Selepas sahur, saya menonton berita di televisi. Pada sesi pertengahan, seorang penyiar mengatakan sebuah jargon. Saya kontan ber-njirrrrr dalam hati lantaran cocok sekali untuk menggambarkan negeri ini.
      Dengan dibuatnya jargon, "Orang miskin dilarang sakit," sudah cukup menegaskan betapa pemerintah tidak peduli dengan kemakmuran rakyat. Untungnya, permasalahan tersebut setidaknya sudah tertangani akan adanya fasilitas BPJS. Sayangnya, tidak semua memiliki kartu itu. Mengingat persoalan kesehatan begitu krusial, lebih baik tingkatkan sosialisasi agar pengguna semakin banyak.
      Toh, semakin banyak pemegang BPJS, semakin terjamin pula kesehatan rakyat, apalagi penderita penyakit berat. Sakit memang tidak ada yang mengharapkan. Namun, persiapannya juga tidak boleh dilewatkan. Kalau semisal kartu tersebut tidak digunakan dalam jangka waktu lama lantaran senantiasa sehat, dana yang Anda keluarkan setiap bulan akan diputar guna membiayai pasien lain dengan keadaan darurat. Singkatnya, sebut saja Anda tengah beramal demi keselamatan orang yang bahkan tidak Anda kenal.
      Kembali tentang jargon yang sempat disinggung di paragraf awal. Jargon tersebut, berbunyi seperti ini, "Kalau bisa dipersulit, kenapa dipermudah?" Nah, apa Anda pernah mengalaminya? Suatu hal yang sebenarnya membutuhkan penyelesaian sederhana, tapi terkesan rumit tidak pada porsi.

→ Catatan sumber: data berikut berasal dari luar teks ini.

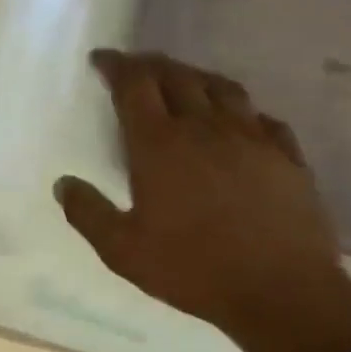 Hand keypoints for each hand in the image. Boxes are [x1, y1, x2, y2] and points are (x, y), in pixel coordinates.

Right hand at [55, 50, 350, 351]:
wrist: (282, 292)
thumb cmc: (191, 268)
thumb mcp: (121, 250)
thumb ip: (87, 213)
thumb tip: (63, 184)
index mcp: (160, 146)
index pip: (134, 86)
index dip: (116, 66)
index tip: (101, 59)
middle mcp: (205, 129)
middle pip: (177, 77)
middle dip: (151, 64)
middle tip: (134, 64)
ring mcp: (253, 140)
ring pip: (222, 89)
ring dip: (195, 76)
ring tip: (182, 79)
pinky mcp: (287, 158)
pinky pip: (262, 118)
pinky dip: (242, 110)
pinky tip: (239, 121) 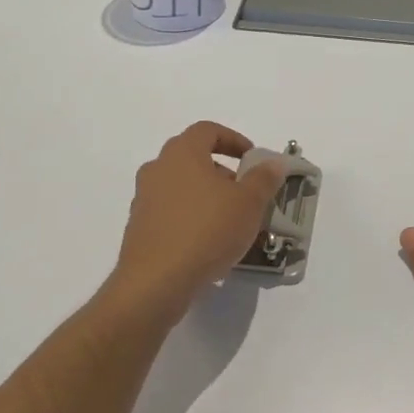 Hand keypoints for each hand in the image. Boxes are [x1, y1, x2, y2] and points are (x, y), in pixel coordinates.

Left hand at [109, 122, 285, 314]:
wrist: (156, 282)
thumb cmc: (207, 230)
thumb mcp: (249, 203)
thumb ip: (264, 178)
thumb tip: (274, 162)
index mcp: (182, 153)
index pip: (207, 130)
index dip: (233, 139)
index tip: (252, 159)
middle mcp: (158, 168)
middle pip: (192, 157)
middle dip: (222, 170)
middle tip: (244, 191)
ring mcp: (144, 198)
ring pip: (181, 185)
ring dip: (206, 195)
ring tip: (230, 220)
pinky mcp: (139, 227)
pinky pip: (170, 212)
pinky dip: (190, 217)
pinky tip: (208, 242) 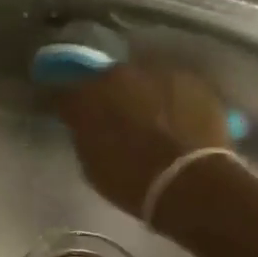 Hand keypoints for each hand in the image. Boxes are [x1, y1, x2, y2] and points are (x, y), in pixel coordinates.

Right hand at [53, 60, 230, 216]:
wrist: (190, 183)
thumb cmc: (131, 181)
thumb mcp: (91, 163)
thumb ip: (85, 134)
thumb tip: (86, 125)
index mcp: (86, 96)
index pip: (65, 94)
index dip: (69, 107)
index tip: (72, 118)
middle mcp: (118, 75)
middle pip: (108, 80)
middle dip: (110, 96)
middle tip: (117, 118)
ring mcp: (157, 73)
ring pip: (144, 80)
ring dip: (143, 95)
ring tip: (153, 119)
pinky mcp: (192, 80)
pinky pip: (174, 87)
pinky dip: (173, 100)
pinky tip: (179, 119) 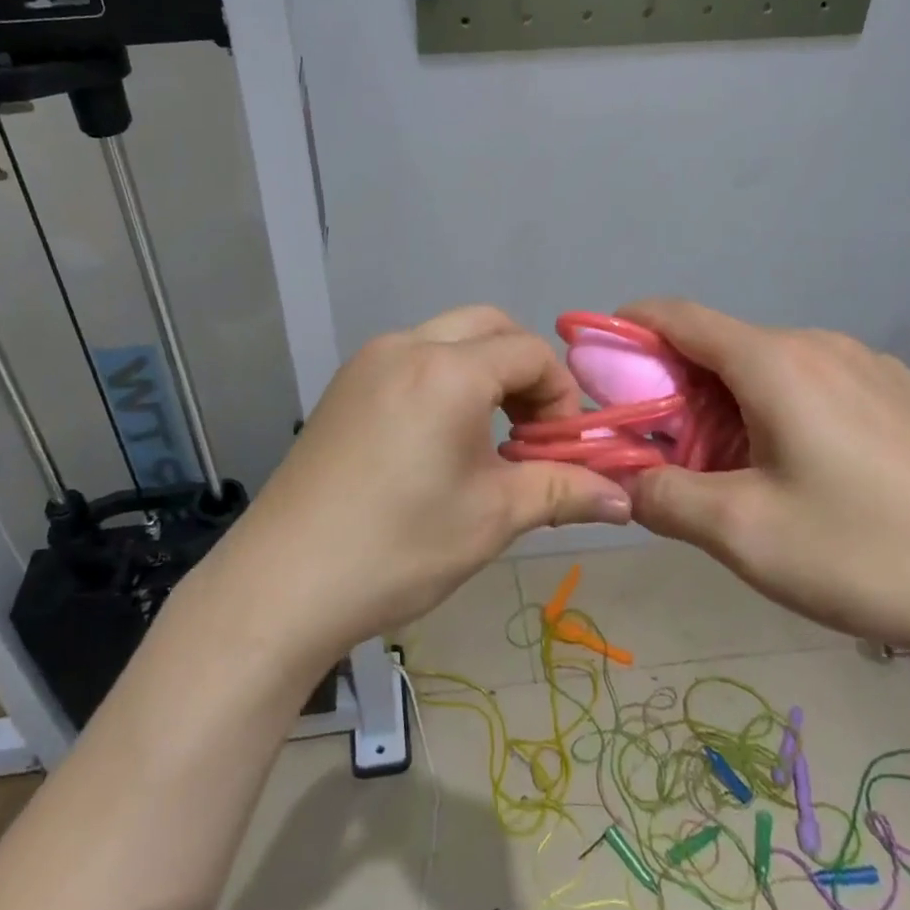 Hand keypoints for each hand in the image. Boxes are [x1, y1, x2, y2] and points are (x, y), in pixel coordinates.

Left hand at [217, 306, 631, 656]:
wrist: (283, 583)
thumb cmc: (399, 547)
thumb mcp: (493, 517)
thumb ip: (564, 492)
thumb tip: (626, 499)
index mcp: (447, 369)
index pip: (530, 352)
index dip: (561, 396)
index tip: (560, 450)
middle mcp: (406, 345)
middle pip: (489, 327)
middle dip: (524, 371)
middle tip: (529, 432)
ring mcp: (368, 361)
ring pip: (447, 338)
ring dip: (483, 373)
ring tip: (487, 439)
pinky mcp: (345, 384)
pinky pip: (412, 359)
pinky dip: (444, 380)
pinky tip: (438, 440)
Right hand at [620, 299, 909, 676]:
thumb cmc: (865, 555)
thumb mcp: (742, 535)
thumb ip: (662, 496)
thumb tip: (625, 479)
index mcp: (777, 362)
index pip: (679, 315)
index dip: (629, 326)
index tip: (598, 358)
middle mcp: (824, 346)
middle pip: (724, 346)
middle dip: (680, 385)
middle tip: (669, 446)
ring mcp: (875, 367)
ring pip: (774, 368)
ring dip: (734, 401)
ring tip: (743, 469)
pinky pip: (823, 385)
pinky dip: (786, 409)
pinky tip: (813, 473) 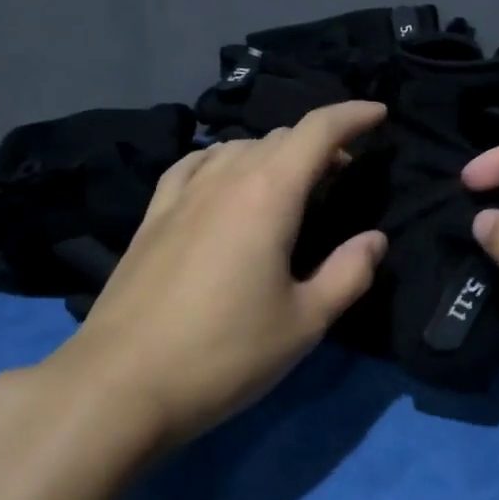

      Menyinggung tentang BPJS kembali, kartu tersebut dapat berfungsi juga untuk menebus kacamata. Lebih tepatnya, diberikan potongan 300 ribu saat pembelian di optik. Saya kala itu ingin menggunakannya dalam perkara itu, karena minus rasanya kian bertambah. Saat searching di internet, ternyata prosesnya begitu rumit. Akhirnya, saya mengurungkan. Belum ada waktu yang benar-benar longgar.
      Hal lain yang identik dengan kerumitan adalah ketika berurusan dengan polisi lalu lintas. Saya sendiri belum pernah bermasalah, tapi banyak orang mengatakan hal tersebut. Padahal, hukum dibuat untuk mempermudah penyelesain masalah, kan?
      Kerumitan yang saya alami sendiri adalah berkenaan tentang pendidikan. Bahkan, sejak SD sekali pun. Puncaknya, ketika berurusan dengan dinas pendidikan ketika mengurus S2. Saya sudah menyinggung hal ini beberapa kali, memang. Bukan, saya bukannya dendam, tapi agar mereka melek tentang tupoksi kerja. Kala itu seakan-akan saya yang bertugas mengumpulkan "data" ke sana ke mari. Padahal, dengan adanya koordinasi yang baik dari pihak sana, tidak akan saya bernasib seperti bola pingpong. Ingin bangsa maju, tentu benahi sektor pendidikan terlebih dahulu.
      Saya pikir, ketimbang mempersulit persoalan, lebih baik tingkatkan segi operasionalnya. Misalkan saja pemalsuan kartu BPJS. Tampilannya memang sederhana, sehingga mudah dioplos. Saran saya, di bagian belakang 'kan ada barcode, nah sediakan alat khusus di setiap puskesmas dan rumah sakit untuk memposisikan kode tersebut pada sensor. Kalau memang asli pasti terdeteksi.
      Mempermudah penyelesaian bukan berarti tidak membuat pelanggar jera. Kosekuensi berkelanjutan bisa diterapkan agar secara tidak langsung "terikat kontrak" untuk tidak melanggar lagi.
      Seringkali seseorang enggan melakukan sesuatu karena rumit. Begitu juga pendidikan. Alih-alih melanjutkan jenjang pendidikan, keburu menyerah lantaran peraturannya seperti benang kusut. Pertanyaannya, untuk apa? Itu justru menurunkan minat belajar, kan? Alangkah baiknya tingkatkan sarana pembelajaran agar siswa atau pelajar "betah."
      Pada tahun 80 sampai 90-an, Indonesia sempat mendapat julukan Macan Asia. Sangat membanggakan. Sayangnya, terasa miris dengan adanya jargon "kalau bisa dipersulit, kenapa dipermudah."